Les vaccinations peuvent focaliser des mouvements de contestation ou de revendication d'origine nationaliste ou religieuse. En 1987, un programme de vaccination indo-américain a été l'objet d'une importante controverse accusant les États-Unis d'utiliser la population indienne comme cobayes. En 2007, les parents de 24.000 enfants dans le nord-ouest du Pakistan ont refusé la vaccination contre la polio sur des arguments religieux et la conviction que ces injections étaient un stratagème occidental pour stériliser les enfants musulmans. La plupart des fatwas contre les vaccinations étaient lancées en réaction à des événements : celle qui a interdit la vaccination de 2.000 enfants contre la polio à Bajaur répliquait à un bombardement américain qui a raté sa cible (le numéro deux d'Al-Qaïda) mais a tué de nombreux civils. Les troubles politiques et militaires qui agitent cette région ont des conséquences désastreuses sur l'acceptation des vaccins.

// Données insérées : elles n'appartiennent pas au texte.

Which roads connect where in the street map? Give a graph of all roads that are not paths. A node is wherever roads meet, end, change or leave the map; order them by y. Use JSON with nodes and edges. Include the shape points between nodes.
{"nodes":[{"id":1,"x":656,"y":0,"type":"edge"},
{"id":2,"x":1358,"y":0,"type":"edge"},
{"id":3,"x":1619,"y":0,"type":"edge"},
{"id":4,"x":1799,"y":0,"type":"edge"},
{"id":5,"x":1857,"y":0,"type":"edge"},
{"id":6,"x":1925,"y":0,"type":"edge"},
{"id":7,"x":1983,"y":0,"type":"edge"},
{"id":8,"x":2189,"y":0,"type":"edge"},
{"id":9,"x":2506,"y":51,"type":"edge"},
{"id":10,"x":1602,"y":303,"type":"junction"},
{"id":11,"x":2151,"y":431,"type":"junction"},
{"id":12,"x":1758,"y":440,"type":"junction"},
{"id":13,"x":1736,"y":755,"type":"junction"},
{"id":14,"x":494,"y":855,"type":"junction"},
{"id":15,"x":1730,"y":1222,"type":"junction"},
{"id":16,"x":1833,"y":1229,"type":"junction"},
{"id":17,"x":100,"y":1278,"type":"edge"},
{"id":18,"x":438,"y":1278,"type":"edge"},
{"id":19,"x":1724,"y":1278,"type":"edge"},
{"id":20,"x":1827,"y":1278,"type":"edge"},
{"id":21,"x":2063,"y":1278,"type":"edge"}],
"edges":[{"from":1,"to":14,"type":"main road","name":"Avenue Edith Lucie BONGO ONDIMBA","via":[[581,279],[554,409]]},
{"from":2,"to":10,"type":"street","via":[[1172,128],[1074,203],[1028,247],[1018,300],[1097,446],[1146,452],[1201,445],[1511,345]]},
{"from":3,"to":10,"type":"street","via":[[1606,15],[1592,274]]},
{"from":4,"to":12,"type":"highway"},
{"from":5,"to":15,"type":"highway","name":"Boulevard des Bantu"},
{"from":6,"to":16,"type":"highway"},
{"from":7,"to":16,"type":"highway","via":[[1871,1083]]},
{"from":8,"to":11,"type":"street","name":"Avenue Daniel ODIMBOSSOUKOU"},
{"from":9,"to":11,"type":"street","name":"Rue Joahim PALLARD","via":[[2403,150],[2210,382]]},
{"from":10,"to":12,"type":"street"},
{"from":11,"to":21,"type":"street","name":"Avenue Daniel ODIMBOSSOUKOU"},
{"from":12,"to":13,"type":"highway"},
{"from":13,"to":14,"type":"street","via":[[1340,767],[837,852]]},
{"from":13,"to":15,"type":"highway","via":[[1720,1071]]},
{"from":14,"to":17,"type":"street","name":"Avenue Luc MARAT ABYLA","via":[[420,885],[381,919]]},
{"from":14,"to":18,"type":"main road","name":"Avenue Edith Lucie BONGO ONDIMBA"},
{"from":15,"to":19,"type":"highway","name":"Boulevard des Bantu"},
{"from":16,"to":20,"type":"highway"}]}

En outre, le souvenir de pratiques coercitives de santé, comme la stérilisation forcée mise en œuvre en Inde pour réduire la croissance de la population dans les années 1970, est encore vivace dans l'imaginaire collectif et jette la suspicion sur le but réel des vaccinations. L'opposition à la vaccination, vécue comme une menace à l'autonomie nationale, a toujours existé dans le sous-continent indien. Cette dissidence faisait écho à l'opinion de Gandhi selon laquelle les vaccinations s'inscrivaient dans une pratique médicale essentiellement étrangère, portant atteinte à la recherche d'autres solutions (hygiène et assainissement) et annonçant une forme de "décadence de civilisation" parce qu'elle se concentre sur le corps et non sur l'âme.

Bien que la variolisation ait été largement pratiquée en Inde par des guérisseurs indigènes pour prévenir la variole, son remplacement par la vaccination a suscité des doutes et des inquiétudes en raison de ses effets indésirables et parce que, n'étant pas administrée par des guérisseurs, elle perdait toute signification religieuse.

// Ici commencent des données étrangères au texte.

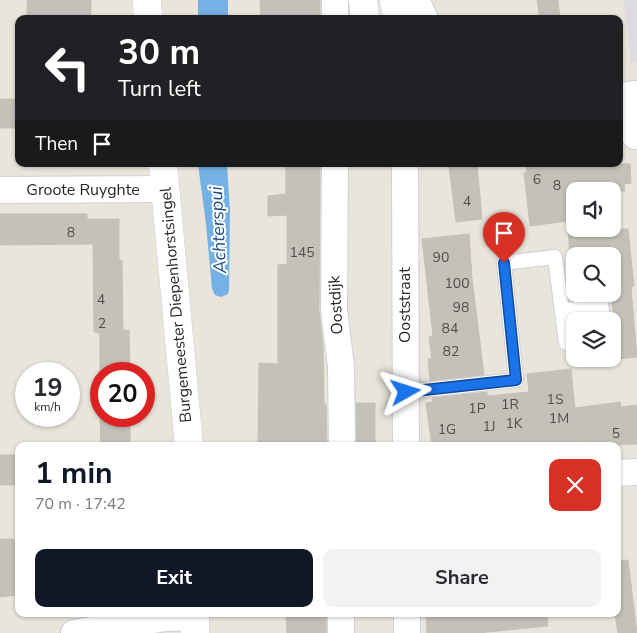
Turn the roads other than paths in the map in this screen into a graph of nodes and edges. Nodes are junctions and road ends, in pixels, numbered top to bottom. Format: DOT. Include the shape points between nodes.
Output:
graph roads {
  1 [pos="147,0"];
  2 [pos="335,0"];
  3 [pos="363,0"];
  4 [pos="402,8"];
  5 [pos="148,15"];
  6 [pos="335,15"];
  7 [pos="365,15"];
  8 [pos="417,15"];
  9 [pos="334,167"];
  10 [pos="405,167"];
  11 [pos="164,176"];
  12 [pos="0,190"];
  13 [pos="593,302"];
  14 [pos="562,310"];
  15 [pos="566,343"];
  16 [pos="406,392"];
  17 [pos="189,442"];
  18 [pos="342,442"];
  19 [pos="406,442"];
  20 [pos="341,617"];
  21 [pos="407,617"];
  22 [pos="195,621"];
  23 [pos="74,633"];
  24 [pos="341,633"];
  25 [pos="407,633"];
  1 -- 5 [label="street"];
  2 -- 6 [label="street"];
  3 -- 7 [label="street"];
  4 -- 8 [label="street"];
  9 -- 18 [label="street, Oostdijk" via="334,310 342,367"];
  10 -- 16 [label="street, Ooststraat"];
  11 -- 12 [label="street, Groote Ruyghte"];
  11 -- 17 [label="street, Burgemeester Diepenhorstsingel"];
  13 -- 14 [label="lane"];
  14 -- 15 [label="lane"];
  14 -- 16 [label="lane" via="555,258 504,263 516,380"];
  16 -- 19 [label="street, Ooststraat"];
  20 -- 24 [label="street"];
  21 -- 25 [label="street"];
  22 -- 23 [label="street" via="165,618"];
}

La médecine moderne et la médecine indigène coexistent en Asie du Sud. Mais comment faire admettre des interventions vaccinales en s'adaptant au contexte culturel dans une langue compréhensible ?

L'Inde avait lancé l'initiative nationale Polio Pulse en 1995 avec l'objectif d'éliminer la poliomyélite avant 2005. Cet objectif n'était toujours pas atteint en 2011, des poches de résistance persistant dans les États de l'Uttar Pradesh et du Bihar au sein de communautés musulmanes où la couverture vaccinale restait inférieure à la moyenne nationale. Dans ces États, l'implication des chefs religieux locaux a joué un rôle crucial dans le soutien aux vaccinations et a permis d'atteindre l'objectif d'élimination en 2012. Ce succès couronne une volonté politique d'éliminer la polio, mais aussi une mobilisation communautaire suffisante pour surmonter les résistances. Cette expérience peut servir de modèle vis-à-vis d'autres obstacles culturels et politiques à la vaccination contre d'autres maladies infectieuses.

Pour éliminer les maladies infectieuses, la vaccination doit être une activité pérenne qu'il faut intégrer dans les habitudes communautaires. Cela nécessite une communication bidirectionnelle entre la population, dont il faut gagner la confiance, et les exécutants, qui doivent adapter leur programme au contexte socio-culturel dans lequel ils travaillent.

Source : Fiza Salim, Human Welfare, 2012 ; 1 : 91-104.